Saved data entries:
_ _ _ _

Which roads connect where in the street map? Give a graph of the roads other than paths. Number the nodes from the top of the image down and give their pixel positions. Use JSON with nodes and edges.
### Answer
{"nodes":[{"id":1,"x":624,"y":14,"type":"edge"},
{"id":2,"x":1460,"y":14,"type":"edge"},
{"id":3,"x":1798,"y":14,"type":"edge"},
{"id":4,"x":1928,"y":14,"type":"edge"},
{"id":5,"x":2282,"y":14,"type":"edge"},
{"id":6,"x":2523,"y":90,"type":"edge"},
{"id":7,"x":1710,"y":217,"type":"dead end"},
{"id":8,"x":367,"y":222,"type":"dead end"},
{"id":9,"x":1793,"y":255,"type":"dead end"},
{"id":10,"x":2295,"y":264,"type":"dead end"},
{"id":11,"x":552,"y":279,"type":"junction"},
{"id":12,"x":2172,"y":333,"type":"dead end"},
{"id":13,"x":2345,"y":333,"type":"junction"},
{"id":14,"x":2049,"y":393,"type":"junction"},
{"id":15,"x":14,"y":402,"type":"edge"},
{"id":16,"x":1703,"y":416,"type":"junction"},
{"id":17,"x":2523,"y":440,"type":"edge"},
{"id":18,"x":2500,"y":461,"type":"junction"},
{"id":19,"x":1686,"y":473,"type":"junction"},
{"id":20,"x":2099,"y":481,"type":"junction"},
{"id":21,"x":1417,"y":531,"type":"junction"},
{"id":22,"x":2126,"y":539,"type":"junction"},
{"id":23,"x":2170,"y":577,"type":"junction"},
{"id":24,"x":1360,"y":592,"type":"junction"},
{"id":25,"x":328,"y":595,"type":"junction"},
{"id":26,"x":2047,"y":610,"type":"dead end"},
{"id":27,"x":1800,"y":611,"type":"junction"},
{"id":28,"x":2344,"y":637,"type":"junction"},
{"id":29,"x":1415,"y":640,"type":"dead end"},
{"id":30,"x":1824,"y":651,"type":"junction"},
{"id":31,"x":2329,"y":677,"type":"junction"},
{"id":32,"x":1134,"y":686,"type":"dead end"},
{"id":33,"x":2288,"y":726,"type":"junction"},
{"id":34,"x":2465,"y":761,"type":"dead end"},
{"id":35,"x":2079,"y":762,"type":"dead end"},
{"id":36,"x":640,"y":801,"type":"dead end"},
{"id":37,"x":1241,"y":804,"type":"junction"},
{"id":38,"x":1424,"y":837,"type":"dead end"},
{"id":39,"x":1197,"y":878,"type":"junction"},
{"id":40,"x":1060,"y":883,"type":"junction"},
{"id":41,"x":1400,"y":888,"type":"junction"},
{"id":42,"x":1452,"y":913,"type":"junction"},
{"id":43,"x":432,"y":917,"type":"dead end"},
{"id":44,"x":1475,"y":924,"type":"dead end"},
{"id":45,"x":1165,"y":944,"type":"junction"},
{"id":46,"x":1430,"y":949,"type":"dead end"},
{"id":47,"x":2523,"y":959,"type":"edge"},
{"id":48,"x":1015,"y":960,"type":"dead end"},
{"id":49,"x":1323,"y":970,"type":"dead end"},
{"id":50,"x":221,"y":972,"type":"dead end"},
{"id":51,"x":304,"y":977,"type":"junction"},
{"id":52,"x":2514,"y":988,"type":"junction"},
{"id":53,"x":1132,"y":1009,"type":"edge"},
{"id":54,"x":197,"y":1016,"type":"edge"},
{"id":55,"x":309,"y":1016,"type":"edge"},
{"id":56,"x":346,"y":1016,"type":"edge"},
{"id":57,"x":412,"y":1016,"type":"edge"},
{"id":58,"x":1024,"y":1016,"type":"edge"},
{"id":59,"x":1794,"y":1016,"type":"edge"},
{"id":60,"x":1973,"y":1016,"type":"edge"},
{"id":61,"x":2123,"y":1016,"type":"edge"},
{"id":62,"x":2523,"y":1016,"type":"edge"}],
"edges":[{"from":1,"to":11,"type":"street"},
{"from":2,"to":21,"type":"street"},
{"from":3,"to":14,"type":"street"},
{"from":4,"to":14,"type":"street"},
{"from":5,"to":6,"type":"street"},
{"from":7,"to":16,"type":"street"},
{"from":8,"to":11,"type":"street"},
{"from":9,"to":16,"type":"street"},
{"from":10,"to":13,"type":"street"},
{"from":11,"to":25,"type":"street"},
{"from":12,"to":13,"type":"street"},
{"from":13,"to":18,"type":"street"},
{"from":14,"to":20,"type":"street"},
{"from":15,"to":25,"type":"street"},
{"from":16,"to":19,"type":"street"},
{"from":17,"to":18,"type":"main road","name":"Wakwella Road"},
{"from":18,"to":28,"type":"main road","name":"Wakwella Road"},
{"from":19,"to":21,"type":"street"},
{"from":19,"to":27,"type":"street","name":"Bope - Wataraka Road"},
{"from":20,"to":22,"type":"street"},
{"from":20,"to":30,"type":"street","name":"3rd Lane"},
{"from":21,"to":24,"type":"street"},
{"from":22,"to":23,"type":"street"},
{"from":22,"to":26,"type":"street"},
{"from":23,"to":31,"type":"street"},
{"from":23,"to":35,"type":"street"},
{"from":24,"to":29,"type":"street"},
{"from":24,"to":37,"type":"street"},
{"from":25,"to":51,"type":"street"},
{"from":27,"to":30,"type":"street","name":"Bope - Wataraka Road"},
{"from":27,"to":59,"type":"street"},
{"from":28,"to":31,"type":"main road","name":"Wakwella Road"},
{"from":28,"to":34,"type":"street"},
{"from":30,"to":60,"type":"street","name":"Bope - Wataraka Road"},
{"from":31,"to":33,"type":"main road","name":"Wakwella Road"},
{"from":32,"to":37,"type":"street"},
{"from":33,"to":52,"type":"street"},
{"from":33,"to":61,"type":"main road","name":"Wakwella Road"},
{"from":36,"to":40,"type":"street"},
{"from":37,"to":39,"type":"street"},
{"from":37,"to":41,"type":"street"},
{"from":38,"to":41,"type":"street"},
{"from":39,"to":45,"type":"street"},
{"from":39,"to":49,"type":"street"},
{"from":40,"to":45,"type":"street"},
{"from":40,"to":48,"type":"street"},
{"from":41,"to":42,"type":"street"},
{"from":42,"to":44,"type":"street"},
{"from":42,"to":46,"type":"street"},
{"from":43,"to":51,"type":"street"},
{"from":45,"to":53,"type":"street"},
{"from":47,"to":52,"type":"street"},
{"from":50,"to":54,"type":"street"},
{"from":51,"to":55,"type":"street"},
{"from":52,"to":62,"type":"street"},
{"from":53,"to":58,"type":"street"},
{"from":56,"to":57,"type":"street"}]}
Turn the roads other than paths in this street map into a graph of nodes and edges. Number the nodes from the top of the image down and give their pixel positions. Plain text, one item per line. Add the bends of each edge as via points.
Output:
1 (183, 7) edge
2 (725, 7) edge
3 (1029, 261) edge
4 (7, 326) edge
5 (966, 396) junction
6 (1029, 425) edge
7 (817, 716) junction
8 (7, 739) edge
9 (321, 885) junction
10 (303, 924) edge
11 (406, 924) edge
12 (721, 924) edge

_ _ _ _

__What the task asks__:
Which lines of the records contain the word "give"? Copy each of them.

__Task output__:
Which roads connect where in the street map? Give a graph of the roads other than paths. Number the nodes from the top of the image down and give their pixel positions. Use JSON with nodes and edges.
Turn the roads other than paths in this street map into a graph of nodes and edges. Number the nodes from the top of the image down and give their pixel positions. Plain text, one item per line. Add the bends of each edge as via points.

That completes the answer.